The reason citizens need to vote for change on City Council is that this requires strategic planning, forward thinking and a common sense commitment to the future. There are examples of the ways in which our city leaders should be addressing transportation more seriously. Let us consider the need to support City businesses by providing customer and employee access, promote commuting with mass transit, and manage traffic patterns and flow on behalf of our residents.

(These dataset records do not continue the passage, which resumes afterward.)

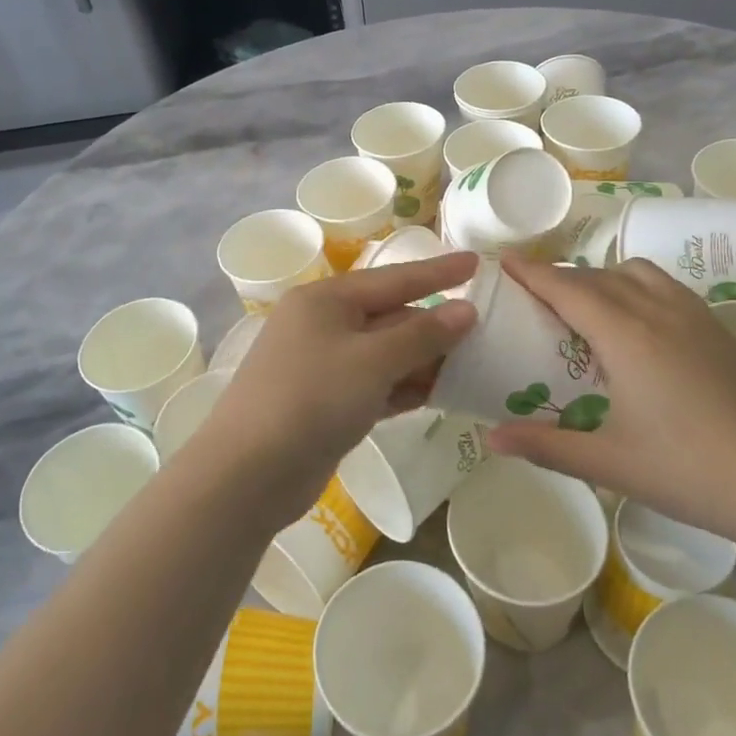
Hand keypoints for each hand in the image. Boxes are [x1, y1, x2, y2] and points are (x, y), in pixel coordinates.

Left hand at [186, 252, 478, 533]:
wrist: (249, 472)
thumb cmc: (312, 398)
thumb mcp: (372, 361)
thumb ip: (422, 334)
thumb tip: (465, 310)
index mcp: (326, 299)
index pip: (394, 278)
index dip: (438, 271)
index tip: (477, 263)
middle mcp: (323, 324)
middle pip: (390, 317)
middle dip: (435, 326)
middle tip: (487, 330)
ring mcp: (322, 365)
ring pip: (385, 354)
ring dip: (424, 361)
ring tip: (473, 364)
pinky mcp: (326, 402)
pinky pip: (375, 384)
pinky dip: (404, 387)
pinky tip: (438, 394)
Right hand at [487, 252, 735, 573]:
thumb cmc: (688, 472)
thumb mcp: (608, 463)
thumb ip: (545, 446)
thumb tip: (491, 438)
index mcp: (627, 337)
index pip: (568, 288)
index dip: (532, 272)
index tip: (503, 262)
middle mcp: (657, 311)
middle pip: (596, 276)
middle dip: (559, 277)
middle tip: (530, 295)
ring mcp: (692, 314)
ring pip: (634, 272)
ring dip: (600, 277)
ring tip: (582, 306)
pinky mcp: (715, 326)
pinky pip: (663, 284)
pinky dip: (634, 285)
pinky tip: (633, 320)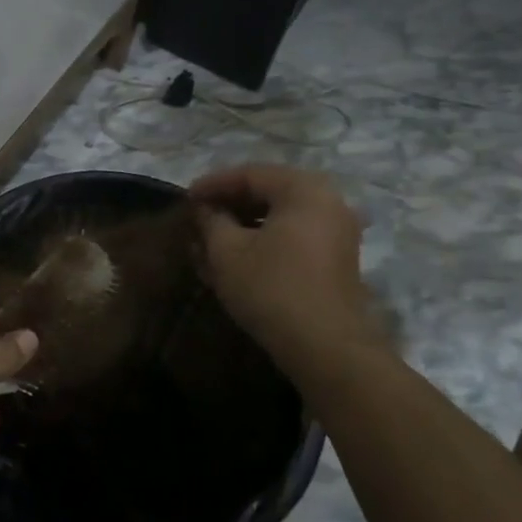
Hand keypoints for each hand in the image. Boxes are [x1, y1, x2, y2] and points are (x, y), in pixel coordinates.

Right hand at [190, 164, 382, 365]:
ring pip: (279, 217)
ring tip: (210, 241)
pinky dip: (263, 240)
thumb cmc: (271, 288)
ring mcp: (337, 231)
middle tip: (197, 218)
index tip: (185, 199)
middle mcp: (328, 202)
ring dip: (243, 225)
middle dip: (228, 205)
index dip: (212, 184)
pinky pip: (293, 236)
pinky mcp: (336, 259)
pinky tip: (235, 258)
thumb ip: (211, 220)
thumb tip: (204, 209)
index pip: (249, 174)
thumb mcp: (227, 251)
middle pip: (267, 193)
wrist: (325, 347)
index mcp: (304, 190)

Developing a comprehensive plan to handle parking in our city is in the Council’s purview. City Council has already skirted dealing with parking with regard to population density issues, neither have they addressed transportation requirements. Undoubtedly, we need more parking alternatives that support city residents first. Perhaps you are aware that the city could have made relatively small investments in the city’s future with preparation for a parking deck next to city hall. They passed on the expense. Just recently the city passed on purchasing a parking lot on Church Street, though we may be footing the bill to rent that same parking space back and, so, engage in periodic renegotiations on that contract. Such choices are perhaps penny-wise, but they are certainly pound-foolish. The need to manage parking will not go away, the costs for action will increase, and a continued lack of planning will put the burden on the next generation of leaders, if the City is interested in solutions. I am interested in solutions.
Similarly, any increase in high-density housing must require considerations of road use and commuter impact. The bottom line is that government’s commitment should be to increasing the time our residents spend with their families by doing what can be done to lessen time behind the wheel. Particularly if a City resident commutes north or south, the car is still the only real way to do that. New road development is complex, but plans exist, as does the formula for funding change. As part of the Northern Virginia Transportation Authority, Manassas City has already voted to support new roads. That’s good, because we need our boundaries to be less limiting.

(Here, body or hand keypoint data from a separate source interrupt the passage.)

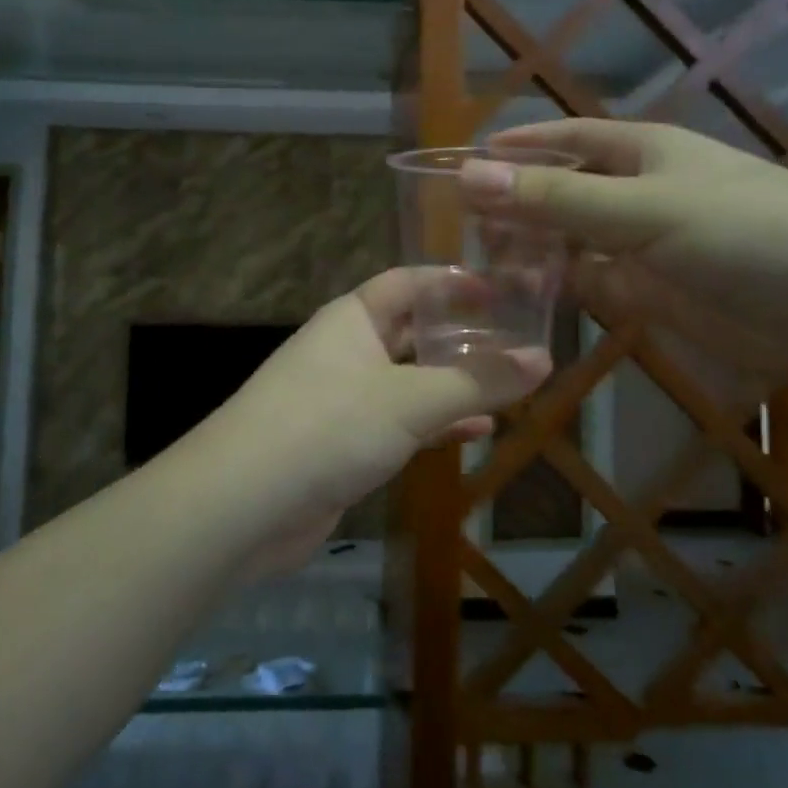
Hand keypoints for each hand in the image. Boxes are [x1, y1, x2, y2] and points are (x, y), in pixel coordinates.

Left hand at [217, 269, 550, 573]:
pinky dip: (434, 425)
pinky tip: (477, 433)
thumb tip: (543, 358)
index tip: (503, 290)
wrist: (243, 504)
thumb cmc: (328, 426)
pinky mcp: (341, 444)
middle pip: (411, 332)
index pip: (409, 283)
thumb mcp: (411, 400)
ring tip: (509, 388)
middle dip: (460, 338)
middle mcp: (346, 350)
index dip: (453, 282)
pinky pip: (398, 423)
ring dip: (452, 385)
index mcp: (353, 318)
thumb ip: (478, 381)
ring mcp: (342, 398)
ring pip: (408, 381)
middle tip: (517, 343)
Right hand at [466, 118, 787, 386]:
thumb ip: (557, 199)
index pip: (567, 139)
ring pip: (570, 241)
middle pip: (562, 192)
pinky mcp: (651, 294)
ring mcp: (644, 246)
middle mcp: (639, 193)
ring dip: (530, 248)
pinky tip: (522, 296)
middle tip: (458, 224)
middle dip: (515, 204)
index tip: (465, 160)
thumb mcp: (645, 209)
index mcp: (643, 152)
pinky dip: (558, 286)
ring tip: (477, 263)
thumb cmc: (746, 233)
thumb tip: (469, 175)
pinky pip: (590, 283)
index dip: (519, 146)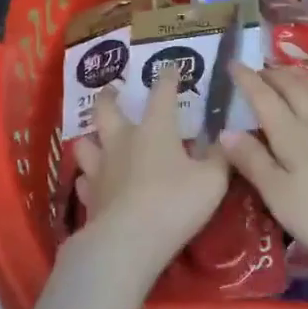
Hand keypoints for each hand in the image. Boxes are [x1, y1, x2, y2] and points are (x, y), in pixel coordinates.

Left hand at [70, 70, 229, 291]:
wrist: (128, 241)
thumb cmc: (174, 203)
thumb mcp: (212, 181)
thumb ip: (218, 157)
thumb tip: (224, 139)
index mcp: (154, 129)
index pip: (161, 93)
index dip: (167, 77)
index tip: (169, 67)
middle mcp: (122, 140)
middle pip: (106, 109)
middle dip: (108, 95)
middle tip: (111, 90)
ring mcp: (101, 168)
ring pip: (85, 142)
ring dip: (90, 137)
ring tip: (95, 137)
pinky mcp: (89, 196)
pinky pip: (83, 180)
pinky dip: (88, 178)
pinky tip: (92, 182)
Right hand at [223, 64, 307, 275]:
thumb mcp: (278, 195)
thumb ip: (252, 160)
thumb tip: (225, 130)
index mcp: (291, 134)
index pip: (264, 98)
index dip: (247, 79)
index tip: (232, 63)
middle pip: (295, 88)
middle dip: (275, 75)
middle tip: (260, 69)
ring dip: (304, 79)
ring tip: (294, 74)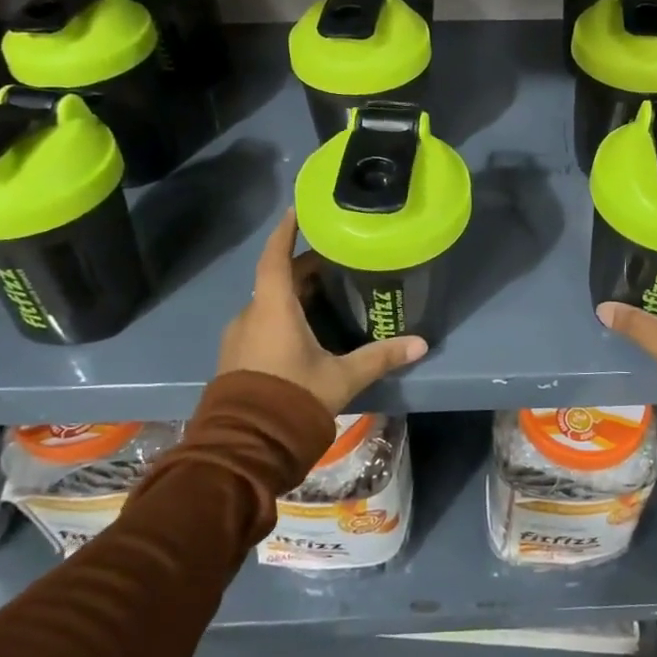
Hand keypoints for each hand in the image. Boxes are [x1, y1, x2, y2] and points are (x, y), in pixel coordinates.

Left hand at [217, 209, 427, 414]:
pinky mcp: (236, 358)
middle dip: (303, 267)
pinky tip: (305, 330)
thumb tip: (421, 343)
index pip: (276, 257)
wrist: (244, 447)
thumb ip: (379, 357)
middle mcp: (251, 314)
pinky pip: (261, 322)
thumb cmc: (292, 398)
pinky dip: (282, 315)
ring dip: (293, 294)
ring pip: (268, 302)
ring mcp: (239, 337)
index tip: (298, 209)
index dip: (287, 231)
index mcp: (273, 308)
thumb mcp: (342, 377)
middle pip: (276, 279)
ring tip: (326, 293)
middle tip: (335, 260)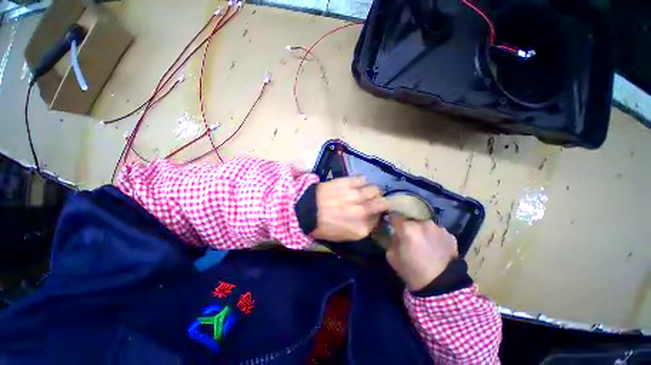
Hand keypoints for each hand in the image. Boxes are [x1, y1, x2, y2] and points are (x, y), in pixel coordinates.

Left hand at [310, 177, 388, 241]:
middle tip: (375, 200)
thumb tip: (368, 220)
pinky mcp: (348, 183)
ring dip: (372, 190)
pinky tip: (357, 183)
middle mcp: (362, 212)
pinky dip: (362, 181)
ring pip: (375, 189)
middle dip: (381, 202)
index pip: (378, 220)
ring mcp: (356, 196)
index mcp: (361, 229)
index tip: (371, 212)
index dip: (376, 215)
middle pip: (382, 203)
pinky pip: (362, 179)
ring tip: (366, 190)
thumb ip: (358, 229)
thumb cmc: (322, 226)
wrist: (305, 210)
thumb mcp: (341, 236)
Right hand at [386, 213, 457, 290]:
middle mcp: (423, 223)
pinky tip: (435, 249)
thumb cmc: (412, 271)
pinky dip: (434, 237)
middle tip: (409, 239)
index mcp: (407, 228)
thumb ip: (391, 240)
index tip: (391, 225)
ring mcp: (438, 228)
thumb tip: (395, 234)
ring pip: (425, 226)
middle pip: (411, 220)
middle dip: (408, 227)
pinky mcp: (450, 235)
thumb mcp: (392, 257)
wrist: (442, 286)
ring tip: (424, 244)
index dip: (391, 220)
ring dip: (422, 231)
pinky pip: (437, 232)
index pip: (394, 215)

In addition, our whole region is dealing with the economic burden of unused business space. A model for public-private partnership might allow some of that space to be civically supported with communication technologies, and other incentives might attract businesses and government to fill them as flexible workspaces. Knowing that such space management is already successfully underway and revitalizing small towns in Europe might help us be confident in such an approach. Innovation at Mason was an experiment in shared space for non-profits, so this is not a new idea even to our community, but it didn’t leverage the major industries and employers of the region, nor take advantage of the potential for secure locations in the city. There are other best practices being modeled across the globe and across our nation, and Manassas should seize opportunities to lead in innovation for resolving difficult questions. With an imbedded university and with our major industry in innovative technologies, creative solutions to our major challenges shouldn’t be out of reach and would brand our community as forward-looking and supportive of economic growth.